Simultaneously, I was directing Striptease with an actor I knew from college, Jason Katz (who now uses the name Jason Harris), and an actor who had appeared in my New Jersey production of Artist Descending a Staircase, Peter Brown.  Both became good friends.  They were game enough to follow me into a little empty space I found that seemed unoccupied, somewhere in midtown.  After a couple of rehearsals, we found out why it was abandoned, when men in protective suits came in and told us they were there to remove the asbestos.

The set included a table (which I found in the theater) and two freestanding doors.  I created the lighting on my own one night during what I loosely called “tech week,” running between the light boot and climbing up ladders to approximate some very basic cues.  I recorded a toilet flushing and used some Michael Nyman music as our only sound cues, except for the mixtape I made for preshow and intermission.

A day before we went up, there were still no doors.  The morning before the first performance I called my friend Mike Nuzzo.  “Can you please help me?” I asked.
 
“Sure,” he said, always game to assist.  “Maybe tomorrow?”

“Curtain is in eight hours,” I said.

He drove in from New Jersey with two doors, and with the help of a little wood from Dykes Lumber, we somehow got them to stand.  When the actors arrived at 6pm, they expressed surprise that we had been able to set up the doors at all.
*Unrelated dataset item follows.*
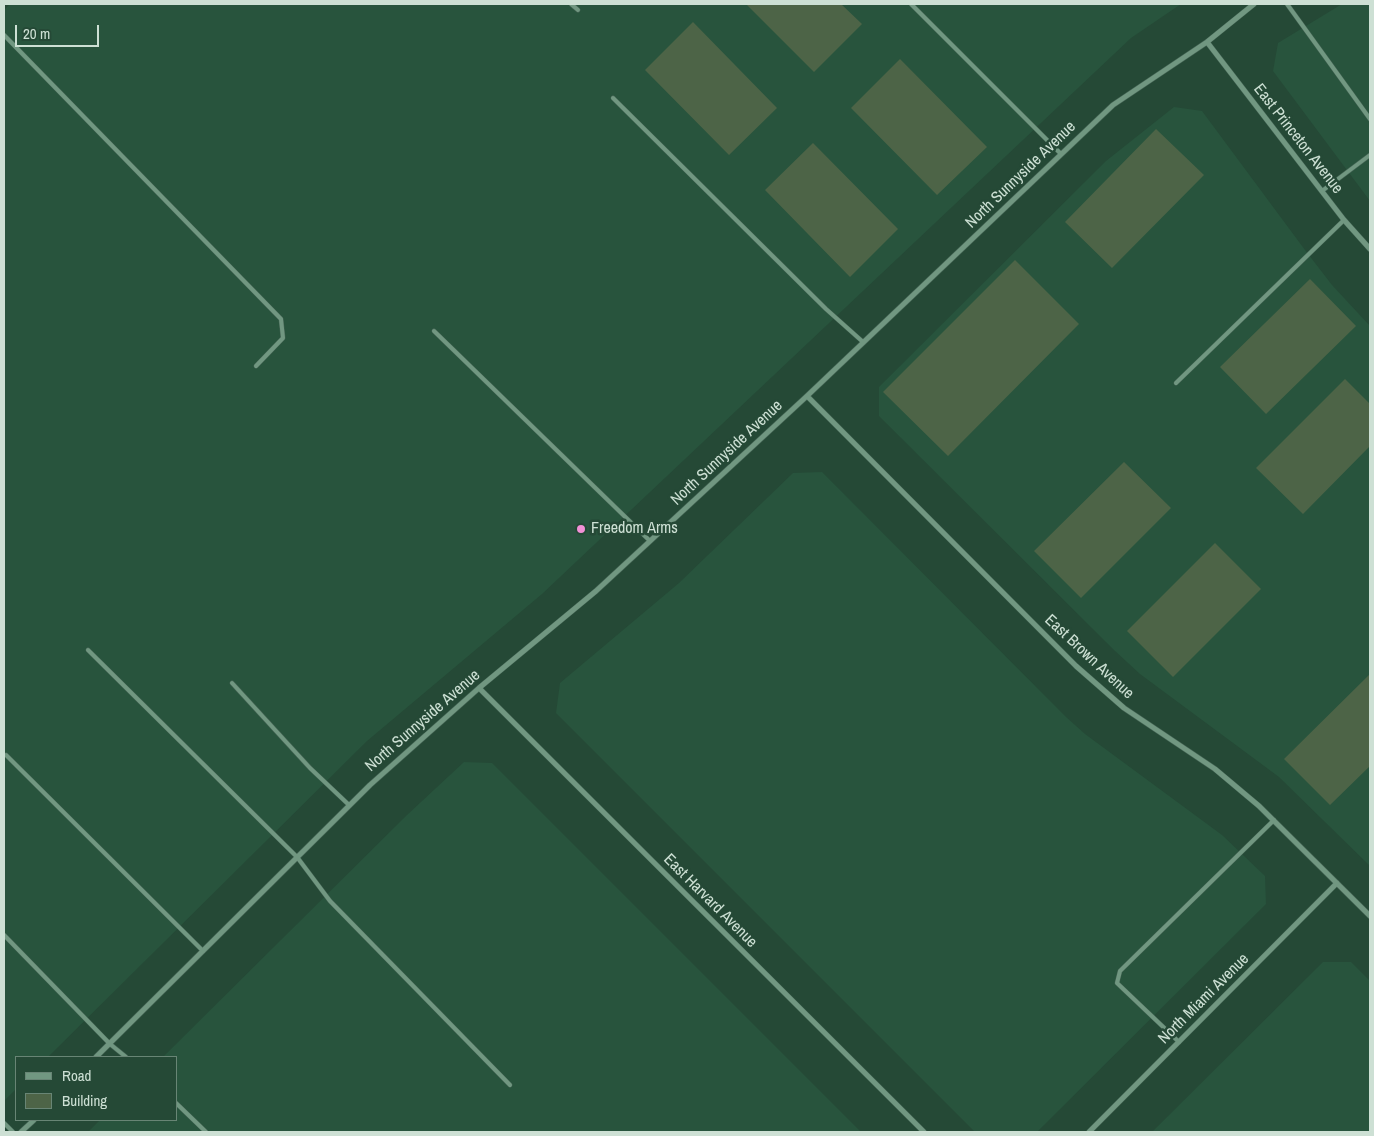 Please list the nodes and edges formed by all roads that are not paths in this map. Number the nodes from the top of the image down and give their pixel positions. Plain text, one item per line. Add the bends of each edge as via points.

My brother David, who besides being our major funder/cheerleader was a stagehand/puppeteer for Striptease (there were two giant hands that needed manipulation), came in and learned his part in the hour or so remaining.  Then we opened.

Fourteen years later, at the Ohio Theater, Václav Havel sat in the audience and watched Dan and our new Vaněk, the wonderfully talented Scott Simpson, perform the show.  Afterwards he congratulated Dan and Scott, and I introduced him to our terrific stage manager, Taylor Keith, and the rest of our staff.

It was another small theater in New York, but it was a long journey between the two productions. And I am proud to say, Havel was pleased.